Stuffed Uhu (Parrotfish) with Lap Cheong

Season this mild tropical fish with aromatics and cured pork.

Uhu is the Hawaiian word for parrotfish, a colorful tropical fish with a prominent sharp beak (hence the name) that it uses to munch on algae-coated coral. Since they live around reefs, the species is a prime target for local spearfishers. 

Maui chef and cookbook author Sheldon Simeon’s friends often supply him with these fish knowing that he will make something ono (delicious) with it. Stuffed uhu—filled with a mixture of mayonnaise, sliced veggies, sausage, and aromatics—is his ultimate preparation. The fish’s flaky fillets are tender and sweet, which perfectly balances these rich and savory fillings. The dish is also extremely riffable: Use whatever produce is sitting in the fridge (mushrooms, onions, tomatoes, celery, and zucchini are all great choices), plus any fatty cured meat—Simeon likes lap cheong, a dried Chinese sausage, but also notes that Portuguese sausage or smoked meat are excellent, too.
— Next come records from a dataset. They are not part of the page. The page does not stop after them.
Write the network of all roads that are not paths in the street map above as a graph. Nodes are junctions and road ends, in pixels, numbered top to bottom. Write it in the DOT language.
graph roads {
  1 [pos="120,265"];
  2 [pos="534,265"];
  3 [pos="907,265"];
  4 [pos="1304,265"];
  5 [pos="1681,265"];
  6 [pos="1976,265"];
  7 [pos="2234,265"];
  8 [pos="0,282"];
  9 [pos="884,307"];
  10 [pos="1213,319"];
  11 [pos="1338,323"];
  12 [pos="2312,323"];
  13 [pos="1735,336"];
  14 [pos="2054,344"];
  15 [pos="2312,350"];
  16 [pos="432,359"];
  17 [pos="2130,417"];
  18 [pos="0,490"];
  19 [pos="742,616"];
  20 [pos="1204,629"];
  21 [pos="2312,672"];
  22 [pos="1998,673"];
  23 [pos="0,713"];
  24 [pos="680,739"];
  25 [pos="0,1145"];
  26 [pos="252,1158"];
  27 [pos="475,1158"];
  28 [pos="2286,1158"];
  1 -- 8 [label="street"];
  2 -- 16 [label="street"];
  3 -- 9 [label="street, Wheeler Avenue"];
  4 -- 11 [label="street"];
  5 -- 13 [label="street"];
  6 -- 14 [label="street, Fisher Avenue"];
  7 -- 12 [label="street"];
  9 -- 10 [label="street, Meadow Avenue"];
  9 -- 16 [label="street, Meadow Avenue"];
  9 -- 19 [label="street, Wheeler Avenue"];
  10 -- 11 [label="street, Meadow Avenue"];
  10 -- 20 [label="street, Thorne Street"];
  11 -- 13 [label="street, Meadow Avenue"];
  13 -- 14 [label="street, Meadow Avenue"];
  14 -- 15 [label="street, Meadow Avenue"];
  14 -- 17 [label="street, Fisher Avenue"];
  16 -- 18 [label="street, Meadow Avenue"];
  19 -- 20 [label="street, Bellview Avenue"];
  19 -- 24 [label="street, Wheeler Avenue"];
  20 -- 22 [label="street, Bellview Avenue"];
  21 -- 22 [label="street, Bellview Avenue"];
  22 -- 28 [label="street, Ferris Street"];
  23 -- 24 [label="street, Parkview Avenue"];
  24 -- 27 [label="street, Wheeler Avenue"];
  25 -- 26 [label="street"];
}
He then wraps the whole thing in ti or banana leaves and a layer of heavy-duty aluminum foil which seals in the fish’s moisture as it cooks. Some locals like to cook this dish on the grill, which lends the fish a subtle smokiness, while others prefer to roast it in the oven. Simeon believes you can’t go wrong either way. 

This recipe is adapted from Cook Real Hawai’i by Sheldon Simeon.

Featured in “Talking Hawaiian Home Cooking with Sheldon Simeon.”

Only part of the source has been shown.